--- Problem ---
After locating the line containing "Extract the road graph of the image", transcribe that line and all following lines exactly, stopping only at the end of the records.

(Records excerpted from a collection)

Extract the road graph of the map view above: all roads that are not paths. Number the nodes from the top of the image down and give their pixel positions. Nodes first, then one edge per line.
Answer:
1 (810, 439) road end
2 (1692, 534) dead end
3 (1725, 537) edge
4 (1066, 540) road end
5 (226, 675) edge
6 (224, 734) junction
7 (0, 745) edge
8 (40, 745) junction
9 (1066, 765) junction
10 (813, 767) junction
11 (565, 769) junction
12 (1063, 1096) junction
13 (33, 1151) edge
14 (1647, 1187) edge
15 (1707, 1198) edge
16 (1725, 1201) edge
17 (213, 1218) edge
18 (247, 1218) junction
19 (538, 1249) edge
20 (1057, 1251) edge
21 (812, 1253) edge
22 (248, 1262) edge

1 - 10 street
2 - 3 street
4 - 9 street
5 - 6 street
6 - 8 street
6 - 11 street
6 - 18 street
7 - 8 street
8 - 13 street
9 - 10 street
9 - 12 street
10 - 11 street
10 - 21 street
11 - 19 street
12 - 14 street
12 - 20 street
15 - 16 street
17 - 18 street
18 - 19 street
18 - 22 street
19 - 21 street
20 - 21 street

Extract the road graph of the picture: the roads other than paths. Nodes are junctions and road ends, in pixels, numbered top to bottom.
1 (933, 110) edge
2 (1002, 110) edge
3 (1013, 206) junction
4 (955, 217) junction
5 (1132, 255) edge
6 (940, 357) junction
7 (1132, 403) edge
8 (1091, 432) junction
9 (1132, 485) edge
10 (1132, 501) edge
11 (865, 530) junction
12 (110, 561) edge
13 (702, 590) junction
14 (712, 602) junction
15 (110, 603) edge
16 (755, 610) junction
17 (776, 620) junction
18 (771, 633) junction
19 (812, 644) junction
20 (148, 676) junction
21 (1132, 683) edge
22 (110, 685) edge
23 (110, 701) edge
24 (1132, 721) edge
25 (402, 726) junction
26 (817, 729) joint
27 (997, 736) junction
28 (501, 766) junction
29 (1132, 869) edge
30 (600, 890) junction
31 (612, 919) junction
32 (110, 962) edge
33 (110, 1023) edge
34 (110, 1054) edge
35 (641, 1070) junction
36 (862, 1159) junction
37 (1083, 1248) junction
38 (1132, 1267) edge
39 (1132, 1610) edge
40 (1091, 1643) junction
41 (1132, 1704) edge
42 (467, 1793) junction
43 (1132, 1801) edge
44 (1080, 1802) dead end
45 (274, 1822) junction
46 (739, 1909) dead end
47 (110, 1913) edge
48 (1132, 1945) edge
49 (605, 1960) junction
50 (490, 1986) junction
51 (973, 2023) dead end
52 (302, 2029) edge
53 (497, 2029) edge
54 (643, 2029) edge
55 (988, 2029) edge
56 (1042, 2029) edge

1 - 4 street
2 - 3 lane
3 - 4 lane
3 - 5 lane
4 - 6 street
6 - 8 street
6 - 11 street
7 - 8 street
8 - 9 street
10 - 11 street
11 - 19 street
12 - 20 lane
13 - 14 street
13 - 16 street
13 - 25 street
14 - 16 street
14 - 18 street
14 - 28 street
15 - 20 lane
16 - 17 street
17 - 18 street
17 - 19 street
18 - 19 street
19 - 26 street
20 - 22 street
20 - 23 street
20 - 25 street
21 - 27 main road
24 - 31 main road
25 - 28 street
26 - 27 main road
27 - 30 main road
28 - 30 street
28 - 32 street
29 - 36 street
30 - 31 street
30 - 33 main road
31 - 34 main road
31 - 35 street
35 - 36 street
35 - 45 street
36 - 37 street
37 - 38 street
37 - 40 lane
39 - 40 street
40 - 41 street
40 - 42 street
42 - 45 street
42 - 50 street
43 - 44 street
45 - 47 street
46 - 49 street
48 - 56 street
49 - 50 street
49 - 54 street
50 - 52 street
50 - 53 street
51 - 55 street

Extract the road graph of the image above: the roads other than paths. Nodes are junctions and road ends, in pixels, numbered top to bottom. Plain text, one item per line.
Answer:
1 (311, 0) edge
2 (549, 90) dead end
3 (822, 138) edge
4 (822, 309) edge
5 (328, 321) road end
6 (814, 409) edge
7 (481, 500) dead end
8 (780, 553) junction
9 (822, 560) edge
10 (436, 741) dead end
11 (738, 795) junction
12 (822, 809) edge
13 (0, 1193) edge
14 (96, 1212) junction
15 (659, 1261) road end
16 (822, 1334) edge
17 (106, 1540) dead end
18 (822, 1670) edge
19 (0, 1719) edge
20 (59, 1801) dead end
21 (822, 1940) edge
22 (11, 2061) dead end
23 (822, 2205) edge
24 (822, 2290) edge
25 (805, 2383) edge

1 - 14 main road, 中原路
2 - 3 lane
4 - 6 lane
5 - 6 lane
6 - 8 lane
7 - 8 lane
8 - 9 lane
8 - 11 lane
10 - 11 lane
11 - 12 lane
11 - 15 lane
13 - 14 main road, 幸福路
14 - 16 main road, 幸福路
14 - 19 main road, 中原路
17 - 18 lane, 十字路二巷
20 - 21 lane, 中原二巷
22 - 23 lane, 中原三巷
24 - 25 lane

--- Your response ---
Extract the road graph of the image above: the roads other than paths. Nodes are junctions and road ends, in pixels, numbered top to bottom. Plain text, one item per line.
Answer:
1 (311, 0) edge
2 (549, 90) dead end
3 (822, 138) edge
4 (822, 309) edge
5 (328, 321) road end
6 (814, 409) edge
7 (481, 500) dead end
8 (780, 553) junction
9 (822, 560) edge
10 (436, 741) dead end
11 (738, 795) junction
12 (822, 809) edge
13 (0, 1193) edge
14 (96, 1212) junction
15 (659, 1261) road end
16 (822, 1334) edge
17 (106, 1540) dead end
18 (822, 1670) edge
19 (0, 1719) edge
20 (59, 1801) dead end
21 (822, 1940) edge
22 (11, 2061) dead end
23 (822, 2205) edge
24 (822, 2290) edge
25 (805, 2383) edge

1 - 14 main road, 中原路
2 - 3 lane
4 - 6 lane
5 - 6 lane
6 - 8 lane
7 - 8 lane
8 - 9 lane
8 - 11 lane
10 - 11 lane
11 - 12 lane
11 - 15 lane
13 - 14 main road, 幸福路
14 - 16 main road, 幸福路
14 - 19 main road, 中原路
17 - 18 lane, 十字路二巷
20 - 21 lane, 中原二巷
22 - 23 lane, 中原三巷
24 - 25 lane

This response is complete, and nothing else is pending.